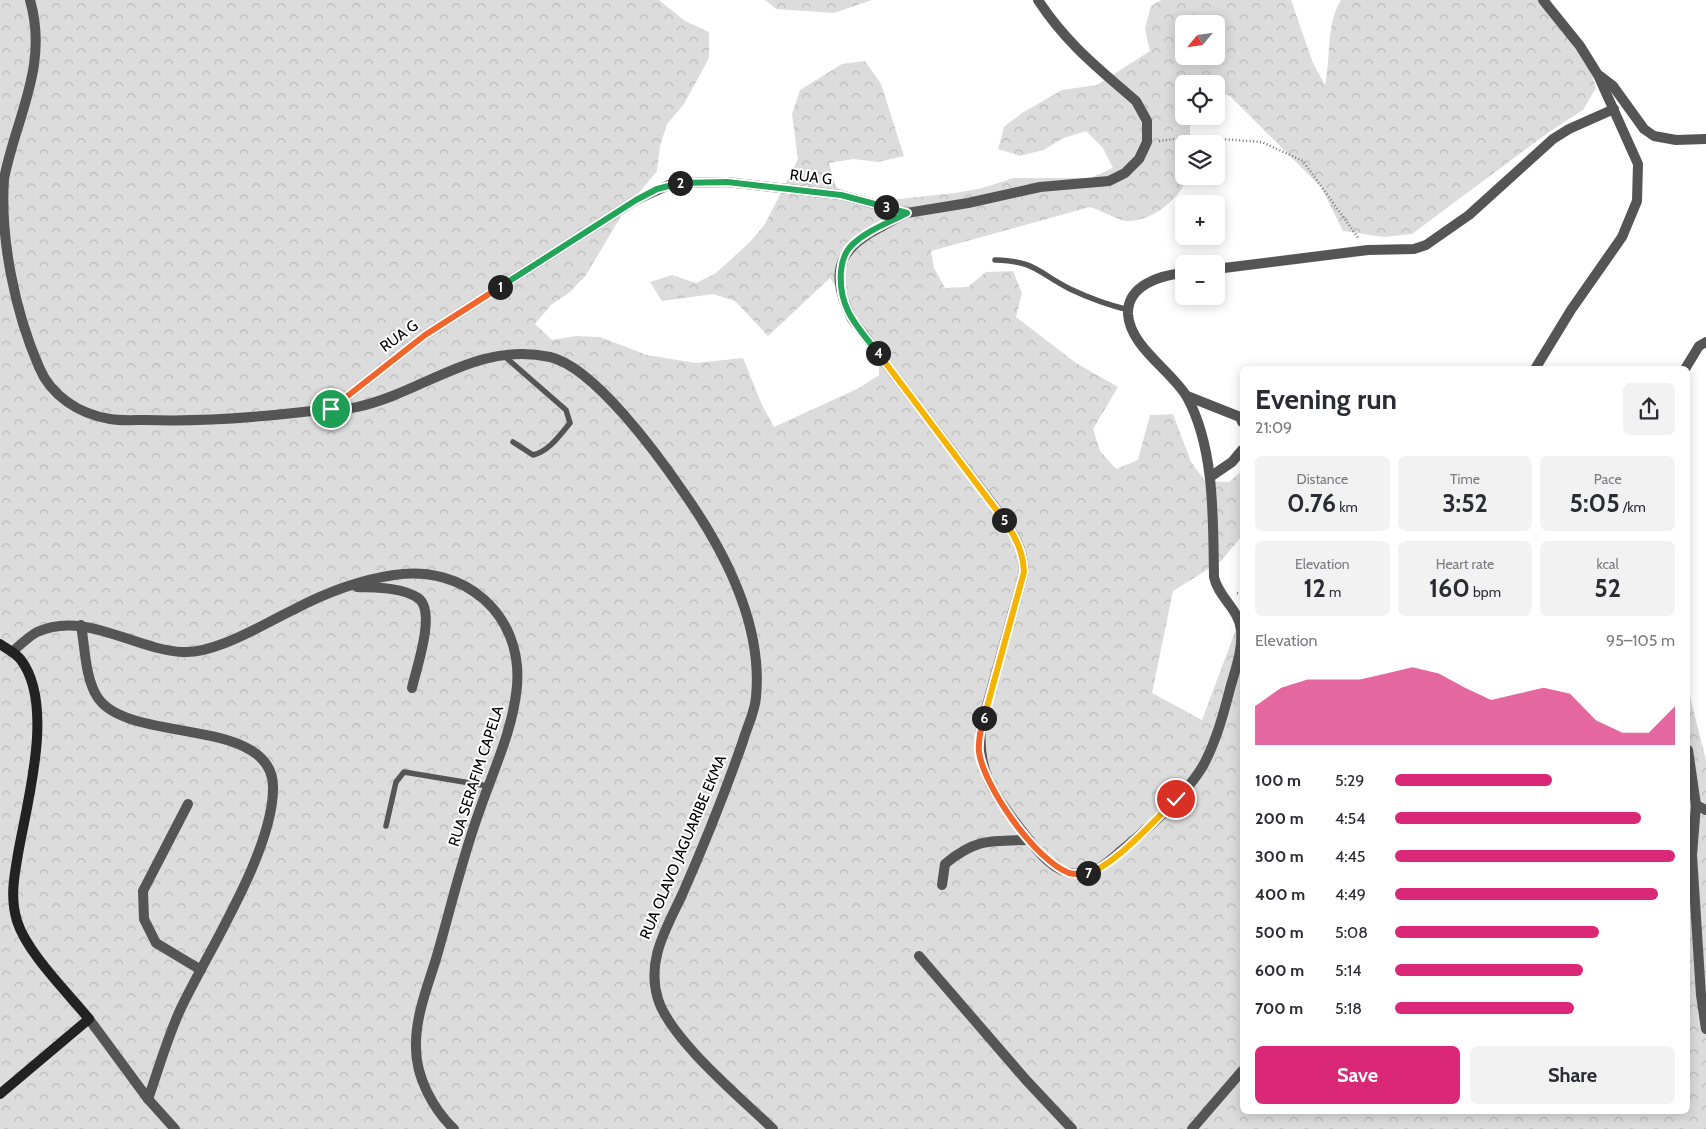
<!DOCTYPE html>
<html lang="en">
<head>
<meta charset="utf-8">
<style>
	:root { --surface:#fff; --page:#f2f2f3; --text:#2b2b33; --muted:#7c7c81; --accent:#db2777 }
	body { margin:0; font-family:Cabin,sans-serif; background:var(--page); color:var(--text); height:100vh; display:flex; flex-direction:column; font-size:19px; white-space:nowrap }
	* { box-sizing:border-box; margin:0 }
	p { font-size:16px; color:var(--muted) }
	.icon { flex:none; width:28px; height:28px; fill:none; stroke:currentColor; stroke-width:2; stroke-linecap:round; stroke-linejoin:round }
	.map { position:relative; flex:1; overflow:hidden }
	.details { position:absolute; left:1240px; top:366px; width:450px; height:748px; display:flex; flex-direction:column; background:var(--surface); border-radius:8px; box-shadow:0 2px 12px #0003 }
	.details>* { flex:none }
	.needle { width:32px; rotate:241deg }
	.fabs { position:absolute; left:1175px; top:15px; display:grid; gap:10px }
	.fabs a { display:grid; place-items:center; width:50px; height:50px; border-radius:8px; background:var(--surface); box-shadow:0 2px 12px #0003; font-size:25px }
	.pin { position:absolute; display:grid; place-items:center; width:42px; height:42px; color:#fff; margin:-21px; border:2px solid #fff; border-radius:50%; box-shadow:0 1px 5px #0007 }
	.km { position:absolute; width:25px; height:25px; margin:-12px; border-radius:50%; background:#222; color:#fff; font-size:14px; line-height:25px; text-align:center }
	.round { display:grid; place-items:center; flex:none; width:52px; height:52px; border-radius:8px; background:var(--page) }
	.headline { display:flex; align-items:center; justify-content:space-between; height:85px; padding:0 15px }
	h1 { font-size:28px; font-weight:700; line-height:38px }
	.metrics { display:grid; grid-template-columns:repeat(3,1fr); gap:8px; height:85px; padding:5px 15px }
	.metrics div { display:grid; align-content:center; border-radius:8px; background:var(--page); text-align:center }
	.metrics b { font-size:25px; font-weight:700 }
	.metrics small { font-size:14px; font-weight:400 }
	.metrics p { font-size:14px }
	.chart { height:140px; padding:10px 15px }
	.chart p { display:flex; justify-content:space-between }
	.chart svg { width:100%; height:90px; margin-top:5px; fill:var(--accent); opacity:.7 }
	.button { display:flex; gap:10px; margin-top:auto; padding:10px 15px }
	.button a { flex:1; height:58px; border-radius:8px; background:var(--accent); color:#fff; font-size:20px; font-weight:700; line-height:58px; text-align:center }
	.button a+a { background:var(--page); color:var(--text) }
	ul { padding:0 15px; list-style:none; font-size:16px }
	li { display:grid; grid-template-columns:80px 60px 1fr; align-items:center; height:38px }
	li i { height:12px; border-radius:6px; background:var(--accent) }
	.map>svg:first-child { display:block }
	.forest { fill:url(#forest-crowns); fill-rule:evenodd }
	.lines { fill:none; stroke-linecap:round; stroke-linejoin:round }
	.path { stroke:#777; stroke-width:2.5; stroke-dasharray:1 2.5; stroke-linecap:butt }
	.service { stroke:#555; stroke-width:5.5 }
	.minor { stroke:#555; stroke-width:10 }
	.tertiary { stroke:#555; stroke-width:10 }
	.secondary { stroke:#222; stroke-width:10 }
	.split-1-casing { stroke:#fff; stroke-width:10 }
	.split-2-casing { stroke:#fff; stroke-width:10 }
	.split-3-casing { stroke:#fff; stroke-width:10 }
	.split-4-casing { stroke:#fff; stroke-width:10 }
	.split-5-casing { stroke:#fff; stroke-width:10 }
	.split-6-casing { stroke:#fff; stroke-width:10 }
	.split-7-casing { stroke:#fff; stroke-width:10 }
	.split-8-casing { stroke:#fff; stroke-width:10 }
	.split-1 { stroke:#f0652b; stroke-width:6 }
	.split-2 { stroke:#22a559; stroke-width:6 }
	.split-3 { stroke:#22a559; stroke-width:6 }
	.split-4 { stroke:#22a559; stroke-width:6 }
	.split-5 { stroke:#f5b400; stroke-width:6 }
	.split-6 { stroke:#f5b400; stroke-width:6 }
	.split-7 { stroke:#f0652b; stroke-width:6 }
	.split-8 { stroke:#f5b400; stroke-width:6 }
	.labels { text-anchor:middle; stroke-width:4; stroke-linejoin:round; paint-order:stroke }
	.street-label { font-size:15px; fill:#000; stroke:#fff }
</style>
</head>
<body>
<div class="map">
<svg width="1706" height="1129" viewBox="0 0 1706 1129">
	<defs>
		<pattern id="forest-crowns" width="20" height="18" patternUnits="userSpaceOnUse" patternTransform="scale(1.25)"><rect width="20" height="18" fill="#dcdcdc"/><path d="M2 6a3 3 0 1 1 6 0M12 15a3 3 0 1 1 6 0" fill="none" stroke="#bbb"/></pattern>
	</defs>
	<rect width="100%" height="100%" fill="#fff"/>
	<g class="forest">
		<path d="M0,0H659L685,21L709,32V58L684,104L667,124L660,146L657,171L624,211L586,275L570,292L551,305L535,324L552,340L576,336L600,337L647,355L696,363L743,358L762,405L774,427L859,388L879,375V348L830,278L768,336L735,301L713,294L662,301L650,282L672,275L696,283L716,273L750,242L765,224L798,159L792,114L800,90L842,64L865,61L881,84L904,156L878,162L853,159L829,163L836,187L856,196L880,201L955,193L983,188L1013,178H1091L1113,168L1103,148L1086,131L1064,138L1043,150L1020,156L998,149L1004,127L1022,113L1062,90L1097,85L1150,51L1145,29L1151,6L1161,0H1291L1313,63L1325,85C1331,59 1326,23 1341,0H1545L1589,64L1596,88L1583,110L1549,132L1412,234L1384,237L1343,231L1321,187L1230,96L1216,91V84H1184V116H1190V144H1184V176H1187C1182,199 1149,223 1126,221C1118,220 1100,210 1090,207L931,251L934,268L945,288L968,287L986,272L1013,271L1022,293L1016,317L1076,363L1118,387L1093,429L1100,451L1116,469L1138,460L1150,415L1173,414L1191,462L1205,481L1229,482L1242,471V536L1221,561L1173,591L1152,693L1202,720L1235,632L1242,627V1111H1688V689L1706,760V1129H0ZM1184,24H1216V56H1184Z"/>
		<polygon points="765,0 872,0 834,13 776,9"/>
	</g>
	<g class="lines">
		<g class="path">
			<polyline points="1159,141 1192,137 1262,142 1303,161 1359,239"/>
			<polyline points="1237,593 1242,595"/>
		</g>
		<g class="service">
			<path d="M995,260C1035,261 1037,272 1070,289C1089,298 1108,305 1129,310"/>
			<path d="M503,355L566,410L570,423C559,436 549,451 533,455L513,442"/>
			<polyline points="386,826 396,782 404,772 488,786"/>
		</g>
		<g class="minor">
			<path d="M30,0C49,66 16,117 4,179C0,239 15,312 39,367C51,396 79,414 110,419C121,421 135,420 146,420C199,422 250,418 303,412C320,410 340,411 357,407C425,392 476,341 550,357C594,367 658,455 684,493C724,550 763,625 756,697C755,712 747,727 743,741C725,793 704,845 682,895C666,929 646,961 658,999C670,1039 741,1098 773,1129"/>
			<polyline points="1600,76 1613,86 1644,129 1654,136 1676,140 1706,139"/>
			<path d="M907,213C856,240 819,254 852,319L997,510C1012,532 1023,545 1024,572L981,727C978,770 991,790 1016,823C1031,842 1051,875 1079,874C1098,874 1112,858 1127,846C1151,826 1189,791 1204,764C1217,739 1224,712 1231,685C1236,668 1243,648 1241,630C1239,609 1218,597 1214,577C1213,520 1215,448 1187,397C1172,371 1130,347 1128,314C1127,285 1161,275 1184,273"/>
			<polyline points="1216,269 1368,250 1414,249 1426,245 1469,215 1553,139 1569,129 1614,109"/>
			<polyline points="1535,369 1571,310 1622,237 1637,201 1638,164 1598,75 1580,46 1543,0"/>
			<polyline points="1685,369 1699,346 1706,342"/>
			<polyline points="1187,396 1240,417 1242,422"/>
			<path d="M331,409L425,335L636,200L669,185L683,183L727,182L841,195L907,213L968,203L1040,187L1109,181L1125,173L1139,159L1147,142V121L1136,101C1098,68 1066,43 1038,0"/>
			<polyline points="1210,477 1232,462 1242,450"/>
			<path d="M357,587C377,588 401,587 418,598C437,611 416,669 412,688"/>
			<path d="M81,625C85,647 85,679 98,698C129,744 273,716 273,787C274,849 210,948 182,1006C168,1035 159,1068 148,1099"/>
			<path d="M12,652C20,645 28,637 37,632C85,610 135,650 183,652C197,653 212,648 225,643C249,634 270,621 293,610C323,594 360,580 394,575C464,564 523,614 517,686C513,731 492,773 478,815C461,862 450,911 436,959C427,988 415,1018 416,1048C416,1077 433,1109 454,1129"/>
			<polyline points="1688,750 1696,805 1692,855 1701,995 1706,1029"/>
			<polyline points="188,804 143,891 144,919 156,943 201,970"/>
			<polyline points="1696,805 1706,810"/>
			<path d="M942,885L945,864C976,838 991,841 1029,840"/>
			<polyline points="919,956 1026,1080 1072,1129"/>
			<polyline points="1192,1129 1242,1071"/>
		</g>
		<polyline class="tertiary" points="89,1019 148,1099 175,1129"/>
		<path class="secondary" d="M0,644C7,649 16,653 21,660C55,705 27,802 18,854C14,877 10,898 17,921C27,953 68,993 89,1019L0,1094"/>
	</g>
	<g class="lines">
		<defs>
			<polyline id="split-1" points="331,409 425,335 500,287"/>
			<polyline id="split-2" points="500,287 636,200 657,189 680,183"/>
			<polyline id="split-3" points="680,183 727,182 841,195 886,207"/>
			<path id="split-4" d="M878,353C857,326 838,308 841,271C842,261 845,251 853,244C868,230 890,222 907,213L886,207"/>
			<polyline id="split-5" points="878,353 1004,520"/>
			<path id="split-6" d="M984,718L1024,572C1023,551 1016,538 1004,520"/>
			<path id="split-7" d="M984,718C981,728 978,741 979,752C984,787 1036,861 1069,873C1076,875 1082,874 1088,873"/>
			<path id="split-8" d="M1088,873C1113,867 1157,818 1176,799"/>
		</defs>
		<use href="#split-1" class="split-1-casing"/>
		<use href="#split-2" class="split-2-casing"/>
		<use href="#split-3" class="split-3-casing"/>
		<use href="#split-4" class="split-4-casing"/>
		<use href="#split-5" class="split-5-casing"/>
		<use href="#split-6" class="split-6-casing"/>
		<use href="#split-7" class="split-7-casing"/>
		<use href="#split-8" class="split-8-casing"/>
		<use href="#split-1" class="split-1"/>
		<use href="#split-2" class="split-2"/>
		<use href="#split-3" class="split-3"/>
		<use href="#split-4" class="split-4"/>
		<use href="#split-5" class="split-5"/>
		<use href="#split-6" class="split-6"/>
		<use href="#split-7" class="split-7"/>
		<use href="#split-8" class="split-8"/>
	</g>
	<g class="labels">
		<g class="street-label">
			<text transform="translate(811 177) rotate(7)" y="5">RUA G</text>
			<text transform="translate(399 336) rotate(-36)" y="5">RUA G</text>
			<text transform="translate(476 776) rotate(-72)" y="5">RUA SERAFIM CAPELA</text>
			<text transform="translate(683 847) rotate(-67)" y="5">RUA OLAVO JAGUARIBE EKMA</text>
		</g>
	</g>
</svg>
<div class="fabs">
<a><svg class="needle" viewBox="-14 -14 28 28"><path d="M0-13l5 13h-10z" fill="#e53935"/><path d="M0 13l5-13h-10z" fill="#7c7c81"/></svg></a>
<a><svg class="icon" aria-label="locate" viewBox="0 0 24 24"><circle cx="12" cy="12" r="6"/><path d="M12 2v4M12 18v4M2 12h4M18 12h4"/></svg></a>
<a><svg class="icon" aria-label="layers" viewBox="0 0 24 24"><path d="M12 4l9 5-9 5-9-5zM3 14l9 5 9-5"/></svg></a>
<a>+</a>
<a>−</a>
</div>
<div class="pin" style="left:331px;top:409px;background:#1e9e55"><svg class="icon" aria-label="arrive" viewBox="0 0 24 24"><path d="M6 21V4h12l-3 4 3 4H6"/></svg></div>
<div class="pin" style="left:1176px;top:799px;background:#d93025"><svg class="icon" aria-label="check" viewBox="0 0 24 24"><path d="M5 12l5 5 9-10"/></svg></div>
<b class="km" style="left:500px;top:287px">1</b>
<b class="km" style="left:680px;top:183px">2</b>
<b class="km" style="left:886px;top:207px">3</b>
<b class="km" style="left:878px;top:353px">4</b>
<b class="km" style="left:1004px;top:520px">5</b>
<b class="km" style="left:984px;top:718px">6</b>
<b class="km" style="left:1088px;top:873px">7</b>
<section class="details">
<div class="headline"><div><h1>Evening run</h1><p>21:09</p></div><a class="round"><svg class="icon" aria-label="share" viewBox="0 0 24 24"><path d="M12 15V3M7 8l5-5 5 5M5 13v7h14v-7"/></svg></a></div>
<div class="metrics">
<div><p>Distance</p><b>0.76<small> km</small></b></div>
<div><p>Time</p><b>3:52</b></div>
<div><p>Pace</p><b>5:05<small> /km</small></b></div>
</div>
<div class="metrics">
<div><p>Elevation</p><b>12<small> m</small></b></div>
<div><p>Heart rate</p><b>160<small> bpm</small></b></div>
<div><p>kcal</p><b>52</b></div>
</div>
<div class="chart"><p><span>Elevation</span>95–105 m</p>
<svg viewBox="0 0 160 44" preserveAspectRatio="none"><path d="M0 44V25L10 16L20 12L30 12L40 12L50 9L60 6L70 9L80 16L90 22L100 19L110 16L120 19L130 32L140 38L150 38L160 25V44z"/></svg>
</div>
<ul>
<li><b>100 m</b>5:29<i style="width:56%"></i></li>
<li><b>200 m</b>4:54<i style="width:88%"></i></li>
<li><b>300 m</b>4:45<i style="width:100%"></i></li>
<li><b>400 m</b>4:49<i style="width:94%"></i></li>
<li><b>500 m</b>5:08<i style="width:73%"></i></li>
<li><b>600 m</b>5:14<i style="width:67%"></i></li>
<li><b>700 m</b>5:18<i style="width:64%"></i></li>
</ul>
<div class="button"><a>Save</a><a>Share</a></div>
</section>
</div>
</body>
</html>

*-*-*

Exercise instructions —
Looking at the entries above, can you reproduce exactly the lines from the one that holds "flex:none; width:28px; height:28px;" through the one that holds "position:absolute; left:1175px; top:15px;", and only those?

Solution —
	.icon { flex:none; width:28px; height:28px; fill:none; stroke:currentColor; stroke-width:2; stroke-linecap:round; stroke-linejoin:round }
	.map { position:relative; flex:1; overflow:hidden }
	.details { position:absolute; left:1240px; top:366px; width:450px; height:748px; display:flex; flex-direction:column; background:var(--surface); border-radius:8px; box-shadow:0 2px 12px #0003 }
	.details>* { flex:none }
	.needle { width:32px; rotate:241deg }
	.fabs { position:absolute; left:1175px; top:15px; display:grid; gap:10px }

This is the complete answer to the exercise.